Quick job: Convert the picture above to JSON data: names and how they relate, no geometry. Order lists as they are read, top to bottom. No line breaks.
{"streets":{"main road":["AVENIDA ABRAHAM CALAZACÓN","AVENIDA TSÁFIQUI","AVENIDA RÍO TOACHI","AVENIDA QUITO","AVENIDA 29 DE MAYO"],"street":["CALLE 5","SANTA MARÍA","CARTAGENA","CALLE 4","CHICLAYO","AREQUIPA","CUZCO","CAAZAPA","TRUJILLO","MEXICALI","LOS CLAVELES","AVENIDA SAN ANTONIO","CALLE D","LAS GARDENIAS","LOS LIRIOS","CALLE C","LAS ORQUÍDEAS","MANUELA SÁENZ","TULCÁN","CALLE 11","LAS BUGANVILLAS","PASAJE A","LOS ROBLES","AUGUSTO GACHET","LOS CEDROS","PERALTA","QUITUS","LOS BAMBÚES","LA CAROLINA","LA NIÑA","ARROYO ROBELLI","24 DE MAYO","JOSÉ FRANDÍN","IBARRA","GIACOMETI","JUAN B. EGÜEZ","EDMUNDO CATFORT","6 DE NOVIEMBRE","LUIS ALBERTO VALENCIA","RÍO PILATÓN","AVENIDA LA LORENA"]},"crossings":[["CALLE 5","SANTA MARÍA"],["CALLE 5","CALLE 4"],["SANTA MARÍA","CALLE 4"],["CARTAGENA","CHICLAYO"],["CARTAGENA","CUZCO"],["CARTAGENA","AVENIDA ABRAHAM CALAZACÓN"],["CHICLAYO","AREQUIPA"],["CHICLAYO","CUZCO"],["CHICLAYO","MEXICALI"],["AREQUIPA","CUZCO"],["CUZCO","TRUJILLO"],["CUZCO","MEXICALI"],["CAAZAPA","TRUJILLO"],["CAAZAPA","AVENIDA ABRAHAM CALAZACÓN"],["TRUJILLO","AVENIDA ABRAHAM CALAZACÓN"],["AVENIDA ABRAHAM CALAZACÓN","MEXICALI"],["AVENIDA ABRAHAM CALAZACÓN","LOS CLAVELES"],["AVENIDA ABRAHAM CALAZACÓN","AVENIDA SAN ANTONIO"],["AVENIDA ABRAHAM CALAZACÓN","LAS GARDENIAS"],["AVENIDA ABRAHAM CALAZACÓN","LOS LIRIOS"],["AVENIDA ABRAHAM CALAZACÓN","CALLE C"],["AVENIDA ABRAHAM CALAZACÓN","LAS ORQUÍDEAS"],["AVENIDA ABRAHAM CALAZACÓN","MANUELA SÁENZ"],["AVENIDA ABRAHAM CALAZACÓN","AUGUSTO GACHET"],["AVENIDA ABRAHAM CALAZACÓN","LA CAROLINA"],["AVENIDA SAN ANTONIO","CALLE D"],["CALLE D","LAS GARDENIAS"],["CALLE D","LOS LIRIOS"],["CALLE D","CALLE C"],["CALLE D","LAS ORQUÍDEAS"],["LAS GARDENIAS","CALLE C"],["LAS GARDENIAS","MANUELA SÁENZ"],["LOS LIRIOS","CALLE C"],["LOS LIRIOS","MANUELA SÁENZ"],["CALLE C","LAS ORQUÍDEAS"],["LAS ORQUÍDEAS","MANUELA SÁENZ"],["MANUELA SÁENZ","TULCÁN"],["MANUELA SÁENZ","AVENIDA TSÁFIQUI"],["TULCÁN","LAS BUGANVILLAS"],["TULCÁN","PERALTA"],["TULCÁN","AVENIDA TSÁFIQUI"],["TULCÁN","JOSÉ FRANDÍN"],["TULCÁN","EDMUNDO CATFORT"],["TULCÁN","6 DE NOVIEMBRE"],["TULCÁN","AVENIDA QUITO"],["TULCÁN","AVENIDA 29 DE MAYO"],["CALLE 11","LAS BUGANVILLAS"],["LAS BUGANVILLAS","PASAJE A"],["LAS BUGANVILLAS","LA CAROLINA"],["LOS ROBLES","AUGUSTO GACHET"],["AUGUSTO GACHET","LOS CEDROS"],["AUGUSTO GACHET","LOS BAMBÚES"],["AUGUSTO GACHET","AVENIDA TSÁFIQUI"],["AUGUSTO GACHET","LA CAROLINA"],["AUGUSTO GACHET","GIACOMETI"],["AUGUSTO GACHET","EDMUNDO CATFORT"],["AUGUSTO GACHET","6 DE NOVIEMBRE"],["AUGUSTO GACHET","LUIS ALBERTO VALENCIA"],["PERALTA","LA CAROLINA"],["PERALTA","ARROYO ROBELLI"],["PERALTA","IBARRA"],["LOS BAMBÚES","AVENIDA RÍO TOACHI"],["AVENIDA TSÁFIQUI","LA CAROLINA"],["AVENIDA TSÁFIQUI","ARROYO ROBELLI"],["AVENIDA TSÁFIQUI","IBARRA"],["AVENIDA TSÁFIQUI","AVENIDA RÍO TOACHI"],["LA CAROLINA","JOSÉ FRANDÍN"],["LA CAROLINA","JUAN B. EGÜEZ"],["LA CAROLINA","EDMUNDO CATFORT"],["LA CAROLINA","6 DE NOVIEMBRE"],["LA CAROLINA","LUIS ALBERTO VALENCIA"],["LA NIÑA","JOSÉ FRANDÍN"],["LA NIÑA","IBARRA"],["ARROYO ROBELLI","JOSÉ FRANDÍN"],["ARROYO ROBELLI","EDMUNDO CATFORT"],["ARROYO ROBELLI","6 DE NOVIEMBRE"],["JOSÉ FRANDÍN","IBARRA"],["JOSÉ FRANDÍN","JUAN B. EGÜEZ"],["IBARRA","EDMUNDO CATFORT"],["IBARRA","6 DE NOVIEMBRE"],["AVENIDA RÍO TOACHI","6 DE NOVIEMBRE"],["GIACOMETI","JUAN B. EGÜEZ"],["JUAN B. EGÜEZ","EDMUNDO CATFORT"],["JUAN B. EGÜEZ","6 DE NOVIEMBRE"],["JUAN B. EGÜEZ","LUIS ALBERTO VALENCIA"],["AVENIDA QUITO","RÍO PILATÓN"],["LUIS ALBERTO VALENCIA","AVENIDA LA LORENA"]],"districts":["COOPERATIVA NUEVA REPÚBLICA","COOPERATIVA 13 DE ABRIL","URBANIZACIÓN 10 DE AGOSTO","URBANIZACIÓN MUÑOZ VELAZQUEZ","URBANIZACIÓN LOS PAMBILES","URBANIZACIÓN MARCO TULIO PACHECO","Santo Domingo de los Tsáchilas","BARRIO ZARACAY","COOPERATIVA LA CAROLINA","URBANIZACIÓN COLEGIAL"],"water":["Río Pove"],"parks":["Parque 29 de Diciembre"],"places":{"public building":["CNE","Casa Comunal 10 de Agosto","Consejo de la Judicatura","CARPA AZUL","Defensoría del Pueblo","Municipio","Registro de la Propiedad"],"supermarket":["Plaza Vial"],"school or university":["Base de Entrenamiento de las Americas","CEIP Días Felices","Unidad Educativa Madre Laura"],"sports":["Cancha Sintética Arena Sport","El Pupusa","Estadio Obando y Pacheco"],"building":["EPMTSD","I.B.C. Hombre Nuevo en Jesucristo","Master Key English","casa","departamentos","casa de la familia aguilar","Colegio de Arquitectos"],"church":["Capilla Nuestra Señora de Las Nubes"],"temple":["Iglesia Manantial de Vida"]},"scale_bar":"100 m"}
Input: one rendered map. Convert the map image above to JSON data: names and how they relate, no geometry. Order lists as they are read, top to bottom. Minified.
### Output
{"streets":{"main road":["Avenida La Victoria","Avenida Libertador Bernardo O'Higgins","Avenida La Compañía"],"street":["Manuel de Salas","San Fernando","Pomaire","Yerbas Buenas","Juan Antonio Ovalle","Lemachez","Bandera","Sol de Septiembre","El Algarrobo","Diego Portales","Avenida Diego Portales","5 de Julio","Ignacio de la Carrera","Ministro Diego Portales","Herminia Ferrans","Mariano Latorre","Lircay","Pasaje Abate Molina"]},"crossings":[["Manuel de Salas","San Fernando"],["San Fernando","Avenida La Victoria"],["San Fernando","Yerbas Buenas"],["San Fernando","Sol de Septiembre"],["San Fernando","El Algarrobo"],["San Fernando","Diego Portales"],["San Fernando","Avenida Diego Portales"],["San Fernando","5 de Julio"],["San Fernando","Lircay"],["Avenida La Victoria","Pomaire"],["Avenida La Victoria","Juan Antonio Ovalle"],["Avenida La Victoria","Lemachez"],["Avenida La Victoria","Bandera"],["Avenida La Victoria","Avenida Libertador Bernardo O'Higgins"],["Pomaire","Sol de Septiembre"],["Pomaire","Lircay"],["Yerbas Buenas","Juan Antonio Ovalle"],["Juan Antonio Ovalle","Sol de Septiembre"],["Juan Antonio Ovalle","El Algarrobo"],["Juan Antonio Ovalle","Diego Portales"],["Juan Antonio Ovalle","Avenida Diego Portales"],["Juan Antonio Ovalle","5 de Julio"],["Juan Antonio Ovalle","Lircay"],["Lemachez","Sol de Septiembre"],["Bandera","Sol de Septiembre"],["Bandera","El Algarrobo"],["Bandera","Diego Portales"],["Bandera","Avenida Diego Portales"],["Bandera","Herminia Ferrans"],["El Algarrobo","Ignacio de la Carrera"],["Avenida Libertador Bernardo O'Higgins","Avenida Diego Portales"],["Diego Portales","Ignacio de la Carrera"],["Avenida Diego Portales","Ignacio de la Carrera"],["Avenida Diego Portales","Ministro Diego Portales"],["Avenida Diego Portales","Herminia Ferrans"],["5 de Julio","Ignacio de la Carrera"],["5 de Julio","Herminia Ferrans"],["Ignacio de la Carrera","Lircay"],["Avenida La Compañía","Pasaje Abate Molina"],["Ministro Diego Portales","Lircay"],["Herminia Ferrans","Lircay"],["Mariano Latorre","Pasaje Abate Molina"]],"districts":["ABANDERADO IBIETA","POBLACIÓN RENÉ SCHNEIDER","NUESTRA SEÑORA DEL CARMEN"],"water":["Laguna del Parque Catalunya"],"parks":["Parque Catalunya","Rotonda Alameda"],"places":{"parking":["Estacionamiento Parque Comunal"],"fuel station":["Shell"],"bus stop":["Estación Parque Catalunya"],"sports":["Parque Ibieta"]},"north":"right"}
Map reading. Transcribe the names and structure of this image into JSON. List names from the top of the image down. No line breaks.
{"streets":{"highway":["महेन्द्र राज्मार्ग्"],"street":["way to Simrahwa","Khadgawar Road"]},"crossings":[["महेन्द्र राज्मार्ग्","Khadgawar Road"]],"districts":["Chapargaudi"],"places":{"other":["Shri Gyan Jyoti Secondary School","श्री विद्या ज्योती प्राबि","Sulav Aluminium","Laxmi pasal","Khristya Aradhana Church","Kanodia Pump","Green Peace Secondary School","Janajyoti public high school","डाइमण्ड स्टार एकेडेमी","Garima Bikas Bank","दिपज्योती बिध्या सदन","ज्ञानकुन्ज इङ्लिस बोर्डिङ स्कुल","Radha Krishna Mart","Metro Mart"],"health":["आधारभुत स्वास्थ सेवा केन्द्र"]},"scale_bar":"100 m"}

○ ○ ○ ○ ○

WORK REQUEST -
Find the lines above that hold "Order", then copy each of them.

OUTPUT BELOW -
Quick job: Convert the picture above to JSON data: names and how they relate, no geometry. Order lists as they are read, top to bottom. No line breaks.
Input: one rendered map. Convert the map image above to JSON data: names and how they relate, no geometry. Order lists as they are read, top to bottom. Minified.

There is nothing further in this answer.